The minimum requirement for the Master’s degree is five courses (15 course hours in total) at the 7000 level, three of which must be core courses. Out of the three core courses, up to two can be taken within one field of chemistry. The core courses offered, by division, are:
Physical Chemistry: 7110, 7120, 7150;
Inorganic Chemistry: 7210 or 7220, 7230 or 7240;
Organic and Biological Chemistry: 7410, 7420, 7460, 6830-40 (both courses combined count as one).
The remaining two elective courses should be selected from 7000 level chemistry courses (other than 7890 & 7900) or 7000 level courses from other SSE departments that meet the approval of the Graduate Affairs Committee. To meet the total number of hours required by the SSE Graduate Program, students may take up to 5 hours of research, Chemistry Department seminars, and courses in other departments.
CHEM 7110 – Introductory Quantum Mechanics
CHEM 7120 – Statistical Mechanics
CHEM 7150 – Chemical Physics
CHEM 7210 – Inorganic Structure and Bonding
CHEM 7220 – Inorganic Reaction Mechanisms
CHEM 7230 – Organometallic Chemistry (Transition elements)
CHEM 7240 – Organometallic Chemistry (Main group elements)
CHEM 7410 – Advanced Organic – Physical Organic
CHEM 7460 – Advanced Organic – Synthetic Applications
CHEM 7420 - Advanced Organic – Spectroscopy
CHEM 6830-40 – Introductory Biochemistry and Intermediate Biochemistry
M.S. candidates are required to pass two cumulative exams by their fourth semester of residence. Failure to complete the requirement may result in expulsion from the program.

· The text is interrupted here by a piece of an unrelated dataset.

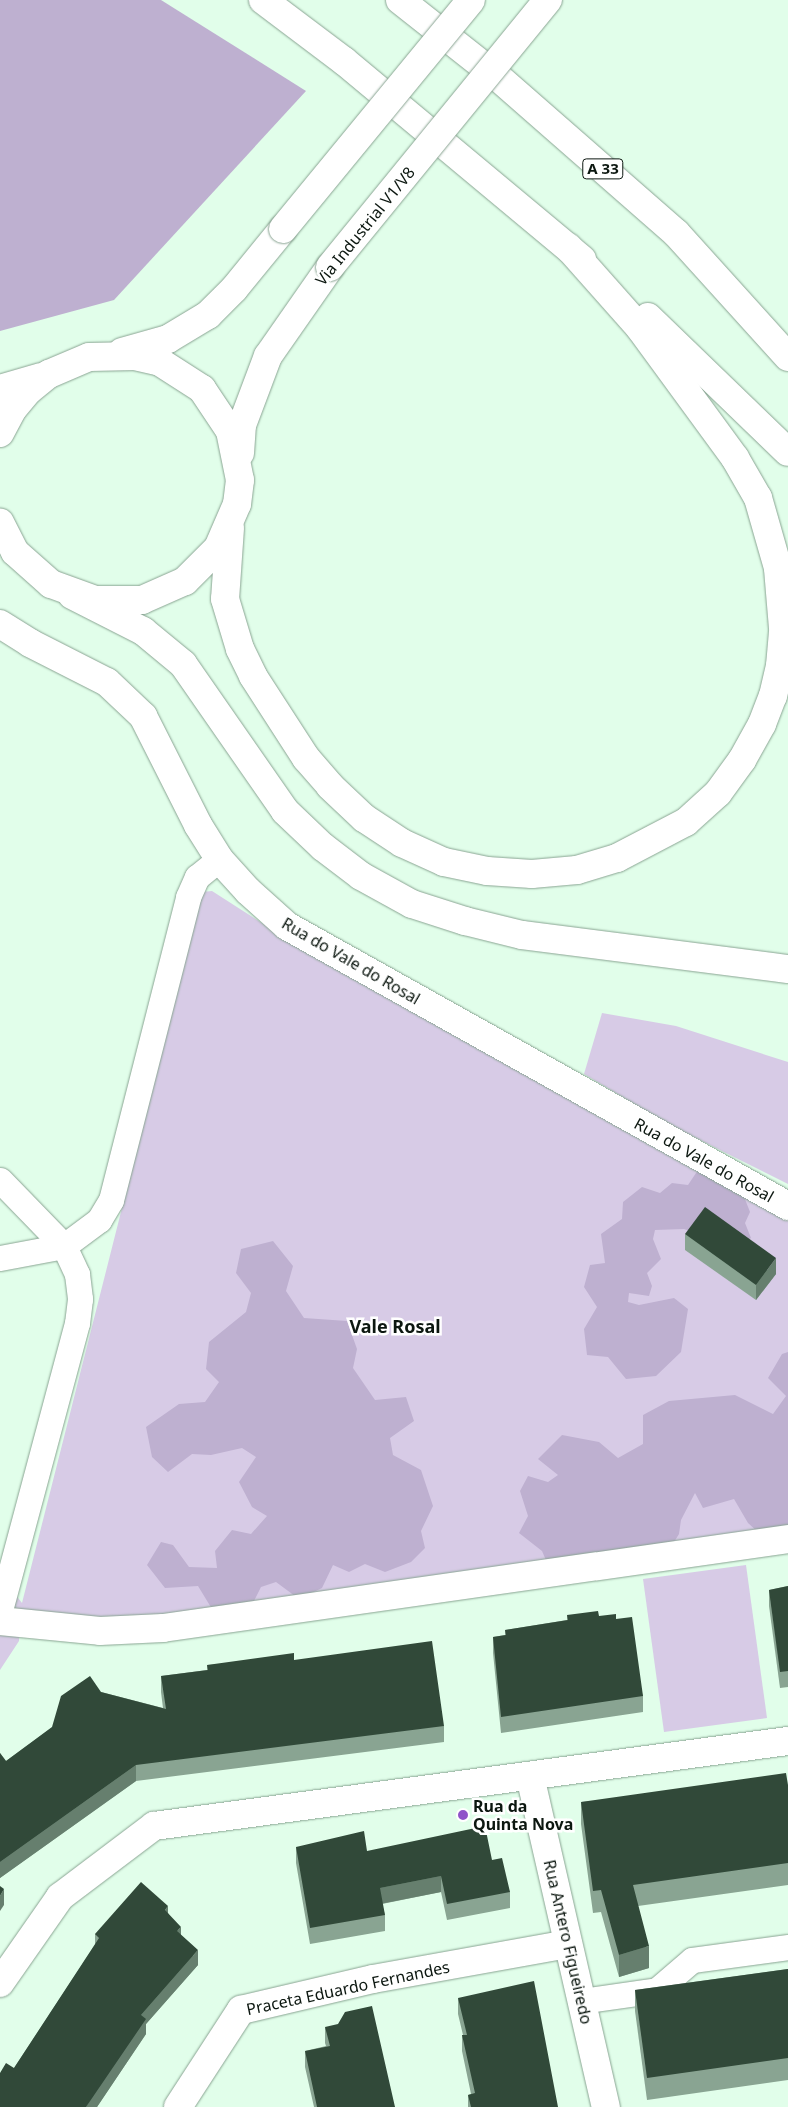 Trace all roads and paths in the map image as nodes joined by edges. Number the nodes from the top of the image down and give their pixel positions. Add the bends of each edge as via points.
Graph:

After choosing a research advisor, but no later than the third semester of residence, students are required to obtain agreements from two faculty members (other than the thesis advisor) to participate as members of their thesis committee. One member of the thesis committee must be from a division of the department other than that of the advisor. Students must complete and defend their thesis before the end of their 6th semester in residence.

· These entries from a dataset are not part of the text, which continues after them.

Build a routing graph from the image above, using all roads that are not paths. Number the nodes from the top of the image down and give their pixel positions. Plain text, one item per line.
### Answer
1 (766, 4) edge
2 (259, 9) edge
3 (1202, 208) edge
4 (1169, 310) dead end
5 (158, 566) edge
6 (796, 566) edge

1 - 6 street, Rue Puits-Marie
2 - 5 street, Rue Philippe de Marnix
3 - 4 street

The maximum time allowed by the Department to obtain an M. S. degree is three years, or one year from entering the M.S. program whichever is greater.

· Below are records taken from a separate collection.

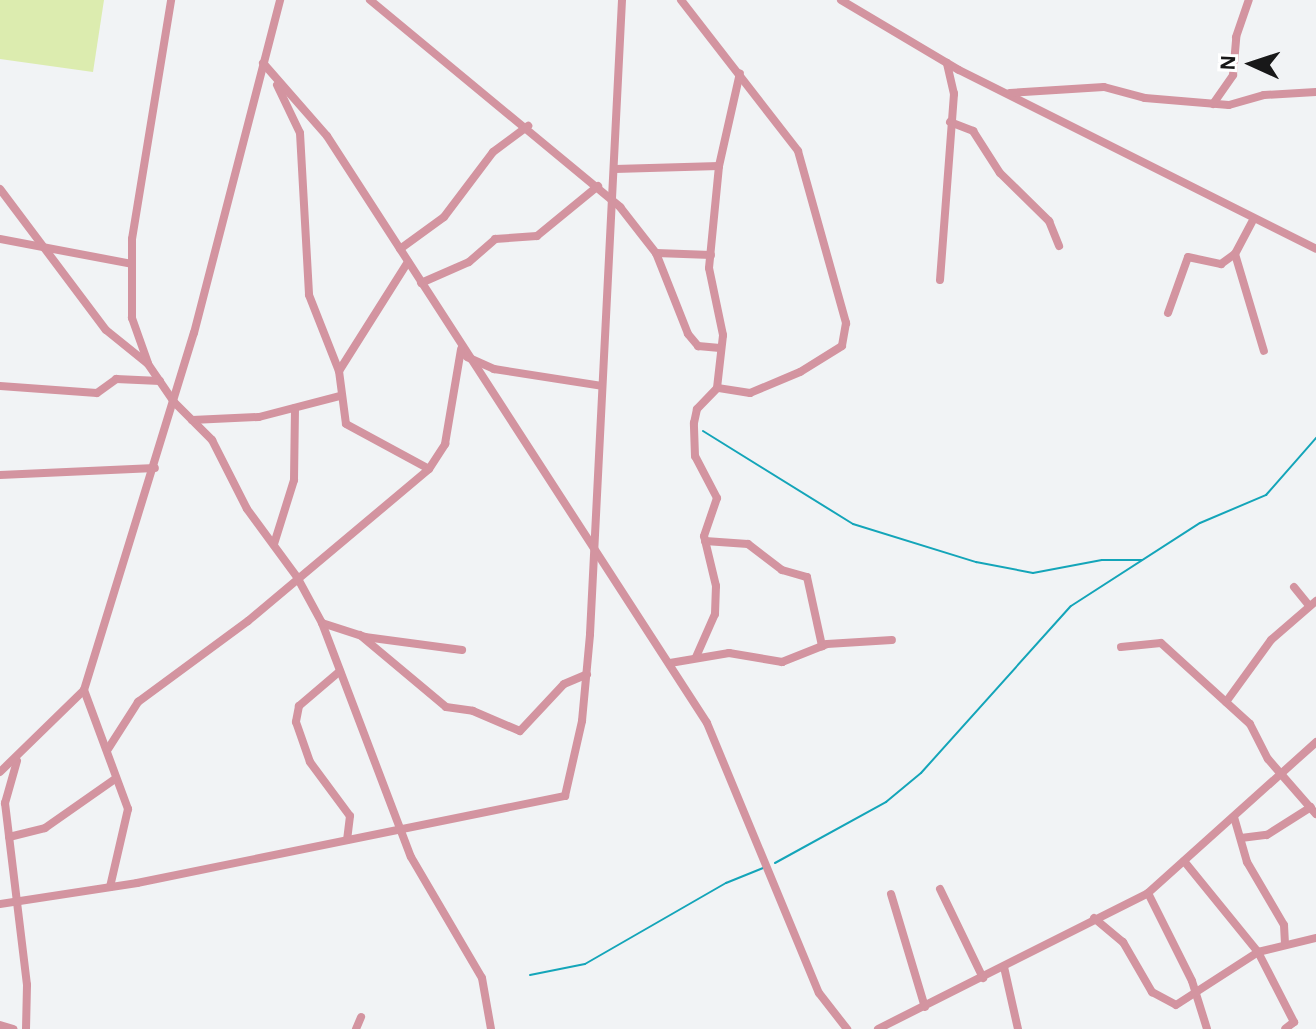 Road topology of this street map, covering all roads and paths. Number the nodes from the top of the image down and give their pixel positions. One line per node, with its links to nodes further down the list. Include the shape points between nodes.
1 (171, 0): 32 (street)
2 (280, 0): 8 (street)
3 (370, 0): 16 (street)
4 (622, 0): 18 (street)
5 (681, 0): 10 (street)
6 (841, 0): 9 (street)
7 (1249, 0): 14 (street, via 1236,37 1233,75)
8 (263, 63): 11 (street); 46 (street)
9 (947, 63): 13 (street); 15 (street, via 954,94)
10 (740, 73): 17 (street); 44 (street, via 798,151 846,331 839,350 783,380 750,393)
11 (274, 77): 26 (street, via 327,136); 40 (street, via 300,133 309,295)
12 (1316, 92): 14 (street)
13 (1006, 93): 14 (street, via 1104,87); 22 (street, via 1189,182)
14 (1213, 104)
15 (950, 122): 24 (street, via 973,131 1000,173 1049,221); 33 (street)
16 (528, 126): 19 (street); 26 (street, via 493,152 444,217)
17 (719, 166): 18 (street); 30 (street)
18 (615, 169): 21 (street)
19 (598, 186): 21 (street); 34 (street, via 537,236 495,239 469,262)
20 (0, 189): 25 (street)
21 (613, 201): 28 (street); 43 (street)
22 (1253, 220): 27 (street); 29 (street)
23 (0, 239): 25 (street)
24 (1059, 246)
25 (44, 247): 32 (street); 39 (street, via 106,330)
26 (400, 249): 31 (street)
27 (1316, 249)
28 (656, 253): 30 (street); 36 (street, via 688,334 700,347)
29 (1235, 254): 35 (street, via 1217,265 1188,257); 37 (street)
30 (711, 255): 36 (street)
31 (408, 262): 34 (street); 40 (street)
32 (132, 264): 39 (street, via 132,318)
33 (940, 280)
34 (421, 283): 38 (street)
35 (1168, 313)
36 (720, 348): 44 (street)
37 (1264, 351)
38 (464, 353): 43 (street, via 494,369); 50 (street, via 445,444); 53 (street, via 576,527)
39 (148, 364): 41 (street)
40 (339, 371): 45 (street)
41 (160, 381): 42 (street, via 116,379 97,393); 46 (street)
42 (0, 386)
43 (602, 386): 53 (street)
44 (717, 388): 52 (street, via 697,409 694,423 695,456 717,498)
45 (340, 396): 47 (street); 50 (street, via 346,424)
46 (174, 402): 48 (street); 49 (street)
47 (295, 408): 48 (street); 54 (street, via 294,480)
48 (191, 420): 54 (street, via 212,440 247,509)
49 (155, 468): 51 (street); 68 (street)
50 (429, 469): 55 (street)
51 (0, 475)
52 (705, 541): 61 (street, via 748,544 782,570 807,577); 64 (street, via 716,606)
53 (596, 542): 65 (street); 67 (street)
54 (274, 544): 55 (street)
55 (297, 577): 58 (street); 71 (street, via 138,702)
56 (1294, 587): 57 (street)
57 (1312, 602): 69 (street)
58 (322, 623): 59 (street); 66 (street)
59 (360, 635): 63 (street); 67 (street, via 446,707 473,711 520,731 564,684)
60 (892, 640): 61 (street)
61 (822, 646): 64 (street, via 782,662 729,653)
62 (1121, 647): 69 (street, via 1157,641)
63 (462, 650)
64 (696, 657): 65 (street)
65 (670, 663): 105 (street, via 716,741 819,993)
66 (340, 671): 80 (street); 83 (street, via 299,706 296,722 310,762 350,816)
67 (587, 674): 80 (street, via 562,799)
68 (84, 690): 71 (street); 72 (street)
69 (1226, 702): 74 (street, via 1256,731)
70 (1316, 742): 74 (street)
71 (108, 749): 75 (street)
72 (17, 760): 73 (street); 77 (street)
73 (0, 772)
74 (1283, 775): 78 (street); 79 (street)
75 (115, 779): 81 (street, via 45,828); 85 (street, via 127,816)
76 (0, 792): 77 (street)
77 (5, 803): 81 (street)
78 (1314, 811): 82 (street, via 1267,835)
79 (1234, 817): 82 (street); 84 (street)
80 (400, 831): 83 (street); 104 (street, via 431,894 478,967)
81 (9, 837): 89 (street)
82 (1241, 838): 93 (street, via 1251,872 1284,925)
83 (347, 840): 85 (street)
84 (1184, 861): 87 (street); 94 (street)
85 (110, 887): 89 (street)
86 (940, 889): 96 (street)
87 (1148, 893): 91 (street); 97 (street)
88 (891, 894): 98 (street)
89 (15, 901): 90 (street); 102 (street, via 27,985)
90 (0, 904)
91 (1094, 918): 95 (street); 97 (street, via 1123,942 1154,994 1176,1005)
92 (1316, 938): 93 (street)
93 (1285, 945): 94 (street)
94 (1258, 952): 97 (street); 109 (street, via 1294,1022)
95 (1004, 967): 96 (street); 107 (street)
96 (983, 978): 98 (street)
97 (1196, 996): 108 (street)
98 (925, 1007): 106 (street)
99 (361, 1017): 103 (street)
100 (0, 1025): 101 (street)
101 (13, 1029)
102 (26, 1029)
103 (356, 1029)
104 (491, 1029)
105 (847, 1029)
106 (878, 1029)
107 (1018, 1029)
108 (1207, 1029)
109 (1285, 1029)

Registration for, and attendance at, Departmental seminars is required. Three (3.0) hours of credit for seminar courses may be applied to the M.S. degree requirements. M.S. students must present a seminar to the Department based upon a topic from the current chemical literature. The seminar must be presented before the end of the students' 4th semester in residence. The seminar should be scheduled with the departmental coordinator of the seminar program in the fall of the students second year. Students presenting seminars are required to enlist two faculty to attend their seminar and provide the (2) faculty with the Seminar Review Form for a review of the quality of the presentation. The Seminar Review Form can be obtained from the department website Seminar Review Form or appended to the back of the Graduate Guideline book. Students should remember that faculty will only agree to attend if given sufficient notice (one month minimum) before the seminar.